*** Working data Section Begins ***

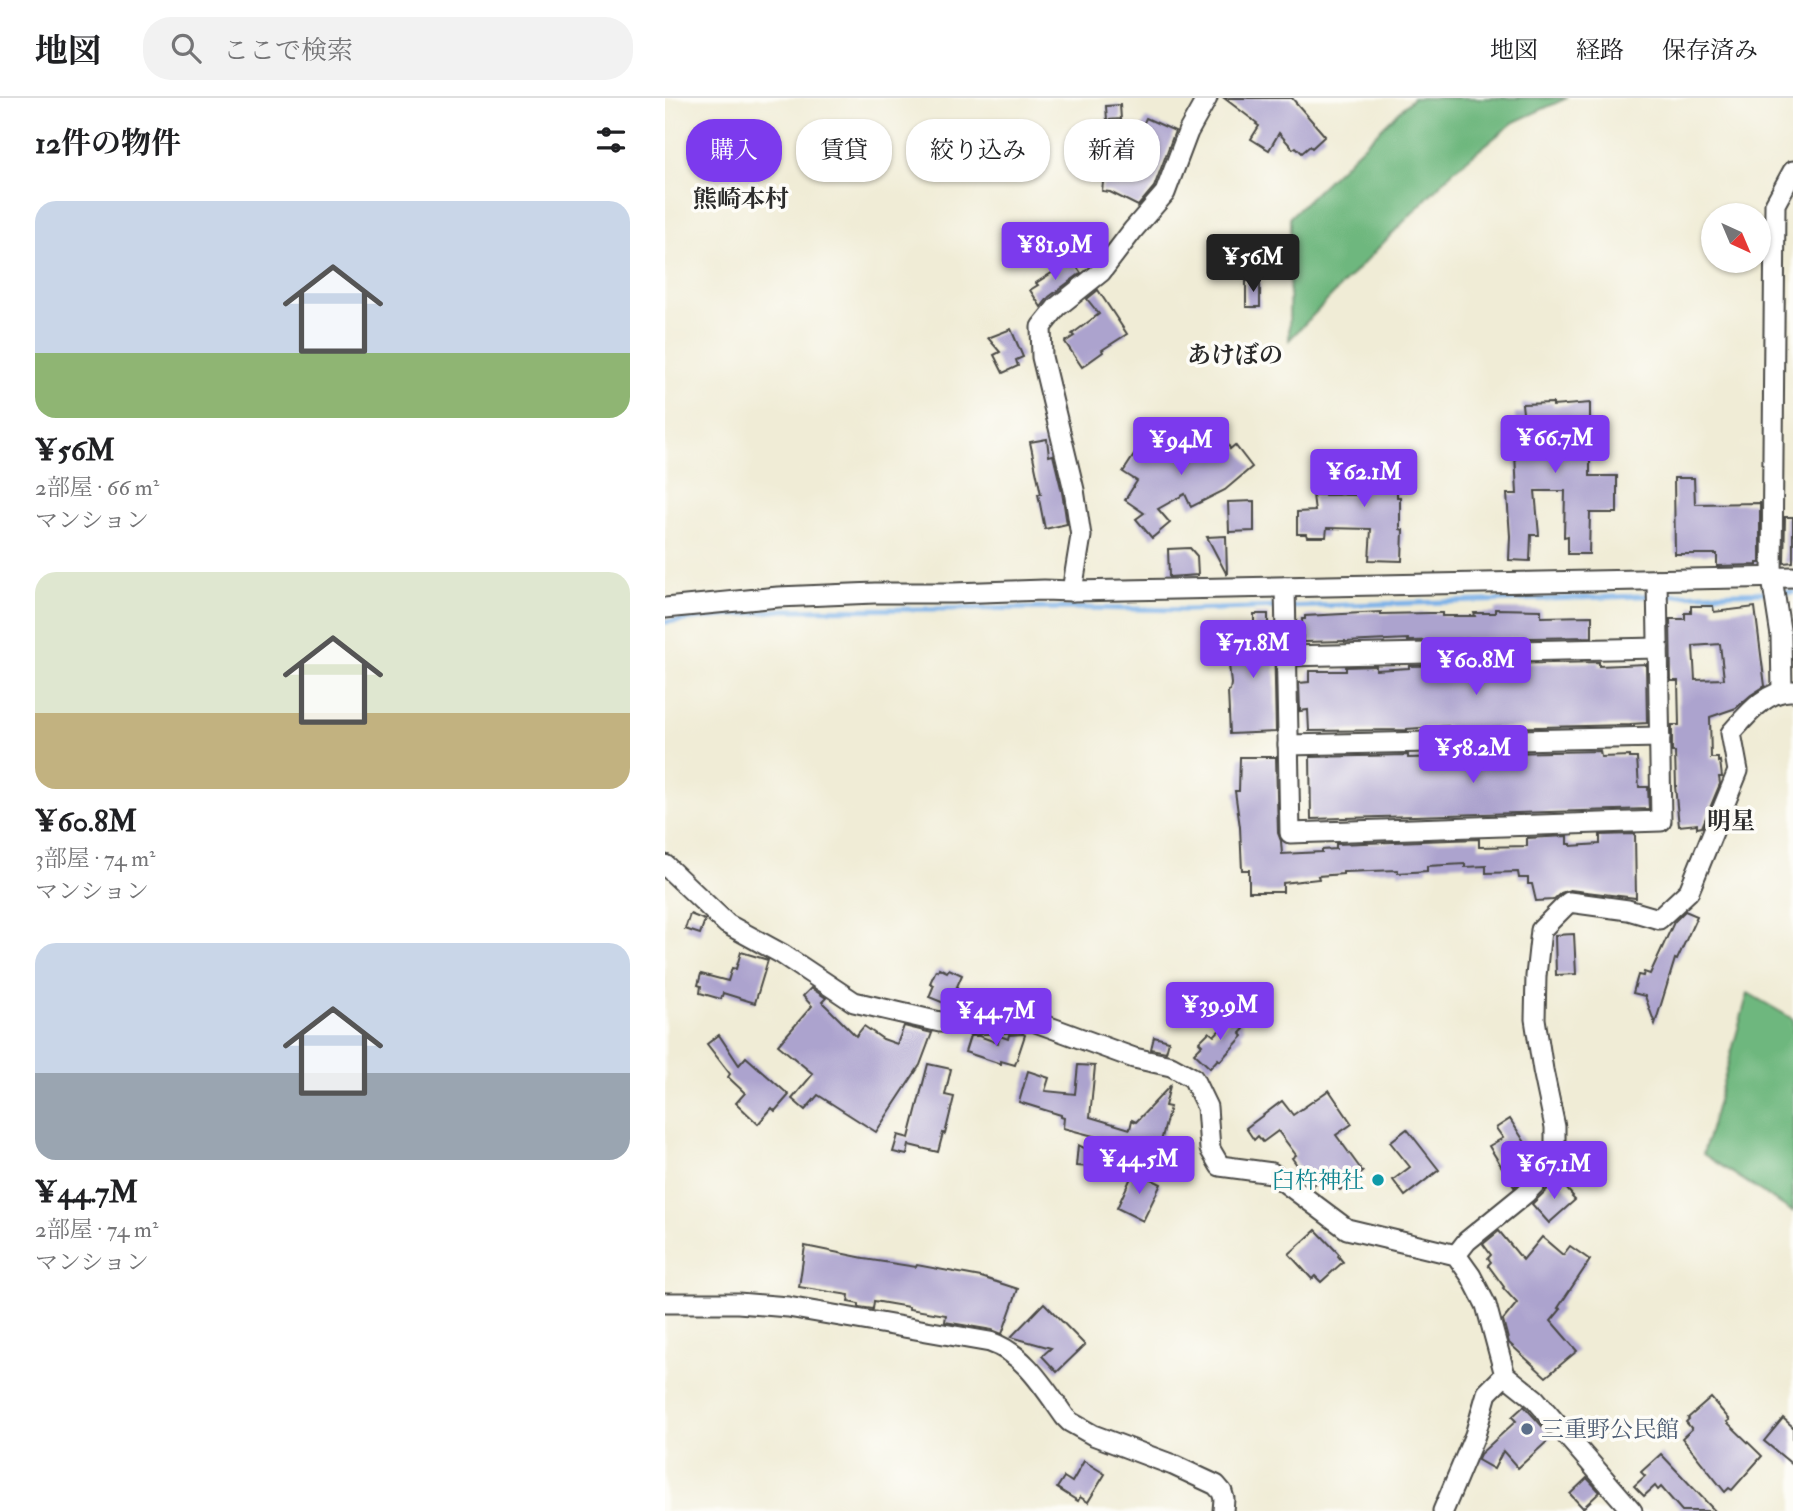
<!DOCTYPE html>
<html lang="ja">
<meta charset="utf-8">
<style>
:root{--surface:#fff;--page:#f2f2f2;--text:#202124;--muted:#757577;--line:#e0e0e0;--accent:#7c3aed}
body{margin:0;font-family:"IM FELL Double Pica","Noto Serif JP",serif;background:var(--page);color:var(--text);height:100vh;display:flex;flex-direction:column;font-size:26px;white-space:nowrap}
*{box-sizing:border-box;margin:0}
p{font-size:23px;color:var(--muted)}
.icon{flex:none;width:38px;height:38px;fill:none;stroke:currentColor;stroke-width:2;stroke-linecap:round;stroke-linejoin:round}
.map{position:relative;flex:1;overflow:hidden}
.drawer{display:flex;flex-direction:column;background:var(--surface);width:665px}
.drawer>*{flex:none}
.banner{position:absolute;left:21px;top:21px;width:665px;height:63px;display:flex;gap:14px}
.needle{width:46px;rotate:136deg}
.fabs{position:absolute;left:1036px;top:105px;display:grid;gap:14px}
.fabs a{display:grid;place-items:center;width:70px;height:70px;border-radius:50%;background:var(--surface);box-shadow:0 2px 5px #0004;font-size:35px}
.price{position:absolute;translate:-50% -60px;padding:0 16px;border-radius:7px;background:var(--accent);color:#fff;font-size:23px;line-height:46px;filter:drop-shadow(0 2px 4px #0008)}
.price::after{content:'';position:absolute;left:50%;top:42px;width:21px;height:16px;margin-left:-10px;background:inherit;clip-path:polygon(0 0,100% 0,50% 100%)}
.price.active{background:#222;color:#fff}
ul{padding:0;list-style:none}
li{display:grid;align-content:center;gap:14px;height:371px;padding:0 35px}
li span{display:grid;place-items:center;height:217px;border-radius:21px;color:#555}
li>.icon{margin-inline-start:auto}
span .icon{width:126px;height:126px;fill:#fffc;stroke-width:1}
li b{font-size:30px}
h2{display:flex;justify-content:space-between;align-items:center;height:84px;padding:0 35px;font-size:30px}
.pill{padding:0 24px;border-radius:28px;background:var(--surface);box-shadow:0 2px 5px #0004;font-size:24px;line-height:63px}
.pill.active{background:var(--accent);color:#fff}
header{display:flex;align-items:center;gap:42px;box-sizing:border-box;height:98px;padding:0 35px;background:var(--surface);border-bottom:2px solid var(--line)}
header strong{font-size:33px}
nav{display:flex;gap:38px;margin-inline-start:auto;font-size:24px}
.search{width:490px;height:63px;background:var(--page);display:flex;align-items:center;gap:18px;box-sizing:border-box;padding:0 24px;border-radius:28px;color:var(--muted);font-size:26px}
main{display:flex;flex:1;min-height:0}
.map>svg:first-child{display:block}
</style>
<header>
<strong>地図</strong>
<div class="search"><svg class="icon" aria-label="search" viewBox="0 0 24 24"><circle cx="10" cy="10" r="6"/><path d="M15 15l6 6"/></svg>ここで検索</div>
<nav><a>地図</a><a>経路</a><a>保存済み</a></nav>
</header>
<main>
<section class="drawer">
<h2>12件の物件<svg class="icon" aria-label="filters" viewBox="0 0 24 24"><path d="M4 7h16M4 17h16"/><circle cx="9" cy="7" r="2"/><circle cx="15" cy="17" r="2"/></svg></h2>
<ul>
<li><span style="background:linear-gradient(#c9d6e8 70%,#8fb573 0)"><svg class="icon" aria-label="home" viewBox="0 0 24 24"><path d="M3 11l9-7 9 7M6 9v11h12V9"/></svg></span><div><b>¥56M</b><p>2部屋 · 66 m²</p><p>マンション</p></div></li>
<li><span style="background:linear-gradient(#dfe7d0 65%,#c2b280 0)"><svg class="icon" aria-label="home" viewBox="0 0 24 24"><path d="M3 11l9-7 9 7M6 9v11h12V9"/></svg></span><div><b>¥60.8M</b><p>3部屋 · 74 m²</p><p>マンション</p></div></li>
<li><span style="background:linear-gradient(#c9d6e8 60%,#9aa5b1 0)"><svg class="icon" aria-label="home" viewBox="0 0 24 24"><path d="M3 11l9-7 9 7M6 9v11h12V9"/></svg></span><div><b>¥44.7M</b><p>2部屋 · 74 m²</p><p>マンション</p></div></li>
</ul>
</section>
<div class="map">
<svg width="1128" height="1413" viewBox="0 0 1128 1413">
<rect width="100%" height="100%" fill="#fdfcf7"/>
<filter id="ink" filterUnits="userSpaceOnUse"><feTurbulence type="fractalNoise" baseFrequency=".0143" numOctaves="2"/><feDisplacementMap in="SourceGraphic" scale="14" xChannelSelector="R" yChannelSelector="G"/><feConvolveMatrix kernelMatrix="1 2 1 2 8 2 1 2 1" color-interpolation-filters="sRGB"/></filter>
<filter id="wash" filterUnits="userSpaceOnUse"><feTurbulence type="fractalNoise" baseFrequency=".00686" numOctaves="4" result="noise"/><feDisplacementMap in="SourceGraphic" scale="28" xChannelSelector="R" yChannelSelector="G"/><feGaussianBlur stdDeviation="1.57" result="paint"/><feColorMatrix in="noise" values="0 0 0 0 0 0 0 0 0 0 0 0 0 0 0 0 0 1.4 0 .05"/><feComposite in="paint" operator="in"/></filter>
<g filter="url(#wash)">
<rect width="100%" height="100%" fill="#f0ecd6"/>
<g fill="#6eb77e" stroke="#4c7154" stroke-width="2">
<path d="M748,0H902L849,24L788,73L624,242L625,119Z"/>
<path d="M1083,895L1128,921V1114L1038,1056Z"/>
</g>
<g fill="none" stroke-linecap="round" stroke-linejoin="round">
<g stroke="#79b0e8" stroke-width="5">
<path d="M1114,494H1128"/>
<path d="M0,524L118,512L417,510L521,512L1104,494"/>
</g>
</g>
<g id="blocks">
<g fill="#aca3ce" fill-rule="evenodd">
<path d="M559,0H627L660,38L647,50L645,48L637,55L631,49L628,51L614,35L604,52L586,41L594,28L591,26L592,25Z"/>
<path d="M455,7L456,21L442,22L441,8Z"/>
<path d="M481,20L510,33L489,89L473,108L445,94L437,93L439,76L459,79L474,51L468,48Z"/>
<path d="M407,162L416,175L384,199L376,209L365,192L373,187L371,185Z"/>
<rect x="581" y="183" width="14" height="26"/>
<path d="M433,192L462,236L437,252L438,254L417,269L400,244L409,238L407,236L434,216L422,201Z"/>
<path d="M346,231L358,259L351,262L353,268L338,275L329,257L335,254L323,240Z"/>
<path d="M888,305V308L925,305V378H952V415H925L924,456H903V438L899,439L900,393H870L874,437H866L865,463L844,462L845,438L842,396H852L850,355H842V334L850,333V315H858L857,306Z"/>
<path d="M552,338L554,341L560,338L565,351L570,347L587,369L560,392L526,409L520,396L493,411L505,425L487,440L471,421L479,415L460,402L472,383L458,374L479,342L502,357L518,347L521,352Z"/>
<path d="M382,341L384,358L388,357L397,394L402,426L380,431L373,396H376L365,344Z"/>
<path d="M700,354H732V399H735V431L738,432L737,463L704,462L706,431L662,430L661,439H642L641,436H632V414L650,413L648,397H695V364H700Z"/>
<path d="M1009,380H1029L1030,406L1095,405V465H1092V467L1052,468V456H1010Z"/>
<path d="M589,403V433L564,434L563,404Z"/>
<path d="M1120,419H1128V464L1119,465Z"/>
<path d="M561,438L562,477L542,439Z"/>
<path d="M525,450L532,458L533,477L504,479L503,451Z"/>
<path d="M1026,508H1048L1049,514L1090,509L1100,588L1086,597L1071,610L1045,619L1046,660H1053V664L1055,663L1057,679H1054L1055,686L1037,729L1032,730V726L1014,728L1010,688H1011L1010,654H1007V627H1014L1013,583H1006L1005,521H1020V515H1026ZM1055,546L1059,581L1030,582L1028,548Z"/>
<path d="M830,511L876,512V519L927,518V539L792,541V542L743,543V541L680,544V543L638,544L637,521H640V518L716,514V516L765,515H777V518H810L809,515H830Z"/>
<path d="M589,516H603V535H609L611,634L565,636L563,593L565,592L566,586L562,547H570L569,537H574L576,532H589Z"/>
<path d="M934,564V568L981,566L982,625L966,626V627L783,631V628L742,631V632L644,633L643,612L635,613L634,585L644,584V573H681V569L711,568V572L744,570V568L793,567L794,569L832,566Z"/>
<path d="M935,653L936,659L965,658V660H972L974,689H983L984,711L646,721L645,659L743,657V660L784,659V656Z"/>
<path d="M575,659H611L613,735L616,743L617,756L657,754V752L671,751V746L814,741V749L862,748V740L902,738V746H906V748L935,746V737L970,736L971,800L905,792L896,795L888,802L871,803L867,786H863V780H854L853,774L821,775V768L800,769V766L762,768V773L733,775V772L678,774V776L653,778L654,781L618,785V794H584V772H577L575,729L570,693H574Z"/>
<path d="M1020,813L1032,818L1012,862L1010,861L990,926L980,898L968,895L973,877L978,878L979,874L985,876L1009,824Z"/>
<path d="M25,816L40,822L35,836L20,831Z"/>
<path d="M909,836L911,876L891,877L890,837Z"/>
<path d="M76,854L103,862L90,905L58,895L56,901L35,895L36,888L33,887L36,876L63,883L67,870L71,871Z"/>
<path d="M274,870L282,874L284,871L297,877L284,907L264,899L269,887L265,885L271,872L273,873Z"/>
<path d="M146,890L161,900L157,904L191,938L199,928L218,941L232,946L239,928L267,935L255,967L211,1034L153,997L140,1012L127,1001L148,976L113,947L147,908L138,898Z"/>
<path d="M569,917L576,924L579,931L575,935L578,938L555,963L553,961L545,970L529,955L537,947L534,944L544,934L549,938Z"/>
<path d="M358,936L360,937L350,967L336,963V966L300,954L305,938H314L333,945L335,938L343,941L344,937Z"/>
<path d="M54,937L74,967L81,959L124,997L110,1013L107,1010L93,1026L71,1005L80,995L63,979L65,976L42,946Z"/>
<path d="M489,939L504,943L501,954L486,951Z"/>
<path d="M263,966L286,971L280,997L289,999L280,1036L278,1035L273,1054L244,1047L242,1057L228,1054L233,1037L244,1040Z"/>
<path d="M413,967L430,968L425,1019L465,1031L467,1022L471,1024L505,988L500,1008L505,1009L493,1055L398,1030L399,1020L396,1019V1017L354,1004L363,973L384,980L380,993L410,996Z"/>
<path d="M664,992L687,1026L671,1037L698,1074L675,1092L662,1077L647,1088L627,1060L631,1057L613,1033L598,1044L593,1038L589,1042L581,1030L617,1003L628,1017Z"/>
<path d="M845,1021L873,1065L849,1089L824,1048L838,1040L831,1030Z"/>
<path d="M742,1031L774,1072L740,1098L728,1082L745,1069L725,1044Z"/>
<path d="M413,1047L432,1056L431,1069L411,1068Z"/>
<path d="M469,1073L496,1086L478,1123L452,1110Z"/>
<path d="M893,1081L908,1098L907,1099L910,1102L884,1125L867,1106Z"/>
<path d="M651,1132L674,1156L673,1158L678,1164L656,1184L650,1178L647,1181L624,1156Z"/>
<path d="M834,1133L858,1162L877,1139L898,1157L905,1148L925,1162L893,1210L896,1211L886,1223L912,1253L881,1279L844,1245L838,1222L852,1205L838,1190L839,1189L823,1167L826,1164L823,1160L826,1157L818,1146Z"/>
<path d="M140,1148L199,1160V1161L251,1169L252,1167L316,1179L353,1191L337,1236L327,1232L280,1224L281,1217L244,1211V1209L209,1203L208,1211L194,1209V1206L183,1204L184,1197L134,1189Z"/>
<path d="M379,1205L420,1247L392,1274L377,1258L386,1250L346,1239Z"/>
<path d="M1046,1300L1065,1322L1062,1324L1097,1358L1067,1392L1064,1390L1060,1394L1017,1340L1027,1331L1021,1324L1024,1321L1023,1320Z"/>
<path d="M859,1308L887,1339L853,1370L838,1353L829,1371L813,1362L815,1356L851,1323L847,1319Z"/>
<path d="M1118,1320L1128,1329V1367L1099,1343Z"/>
<path d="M996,1356L1050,1413H1017L996,1389L993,1392L990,1388L979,1398L969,1388L980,1378L976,1374Z"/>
<path d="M419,1363L440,1376L423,1404L415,1399L413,1403L392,1390L399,1379L407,1384Z"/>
<path d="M922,1380L935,1394L918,1410L905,1396Z"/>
</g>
</g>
</g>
<g filter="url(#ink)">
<use href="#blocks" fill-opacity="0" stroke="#494845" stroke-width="2"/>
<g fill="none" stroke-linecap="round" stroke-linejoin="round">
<g stroke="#494845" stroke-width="23">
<g id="minor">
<path d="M620,489L625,735L996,723L992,482"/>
<path d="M407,493L416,438L409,392L377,259L376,229L392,209L436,174L468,132L500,95L523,34L542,0"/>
<path d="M0,510L113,499L210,495H288L379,492L407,493L1128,479"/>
<path d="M621,558L993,550"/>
<path d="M1117,592L1116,538L1107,480L1110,106L1128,73"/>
<path d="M623,647L995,639"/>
<path d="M0,767L62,826L117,856L189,904L275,924L310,926L368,923L469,960L506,968L528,980L542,1009L545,1051L555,1068L607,1075L682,1131L791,1157L806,1178L821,1207L840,1277L870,1301L967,1413"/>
<path d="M791,1157L802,1143L861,1095L890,1065V1029L878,972L870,921L871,878L876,832L904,804L963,812L994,821L1024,793L1073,673L1066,635C1082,617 1102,591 1128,593"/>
<path d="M0,1205H73L123,1209L325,1244C359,1255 380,1291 400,1319L405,1324L428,1337L508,1367L551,1387L557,1394L559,1401L558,1413"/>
<path d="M778,1413L810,1337L822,1295L840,1277"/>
</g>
</g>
<use href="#minor" stroke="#fff" stroke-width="19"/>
</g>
</g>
<circle fill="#0f9aa8" stroke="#fdfcf7" stroke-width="2.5" cx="713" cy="1082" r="7"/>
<circle fill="#5c6f8a" stroke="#fdfcf7" stroke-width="2.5" cx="862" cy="1331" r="7"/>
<g text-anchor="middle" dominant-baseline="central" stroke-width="7" stroke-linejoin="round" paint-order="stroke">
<g font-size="23" fill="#0d838f" stroke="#fdfcf7" text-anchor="end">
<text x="699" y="1082">臼杵神社</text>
</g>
<g font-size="23" fill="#4e5e75" stroke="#fdfcf7" text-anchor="start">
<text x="876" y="1331">三重野公民館</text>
</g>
<g font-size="24" font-weight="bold" fill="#2b2b2b" stroke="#fdfcf7">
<text x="76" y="101">熊崎本村</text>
<text x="570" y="257">あけぼの</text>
<text x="1066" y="723">明星</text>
</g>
</g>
</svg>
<div class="fabs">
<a><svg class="needle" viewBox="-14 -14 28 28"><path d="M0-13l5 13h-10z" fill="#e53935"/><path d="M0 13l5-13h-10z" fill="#757577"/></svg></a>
</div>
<b class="price" style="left:390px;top:184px">¥81.9M</b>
<b class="price active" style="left:588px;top:196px">¥56M</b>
<b class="price" style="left:890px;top:377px">¥66.7M</b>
<b class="price" style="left:516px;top:379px">¥94M</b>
<b class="price" style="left:699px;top:411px">¥62.1M</b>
<b class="price" style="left:588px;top:582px">¥71.8M</b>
<b class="price" style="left:811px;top:599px">¥60.8M</b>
<b class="price" style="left:808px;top:687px">¥58.2M</b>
<b class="price" style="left:555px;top:944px">¥39.9M</b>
<b class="price" style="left:331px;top:950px">¥44.7M</b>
<b class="price" style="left:474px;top:1098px">¥44.5M</b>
<b class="price" style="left:889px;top:1103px">¥67.1M</b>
<div class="banner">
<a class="pill active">購入</a>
<a class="pill">賃貸</a>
<a class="pill">絞り込み</a>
<a class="pill">新着</a>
</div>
</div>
</main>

*** Working data Section Ends ***

Exercise description:
Search the entries for the string "drawer" and copy each line where it occurs.

Response:
.drawer{display:flex;flex-direction:column;background:var(--surface);width:665px}
.drawer>*{flex:none}
<section class="drawer">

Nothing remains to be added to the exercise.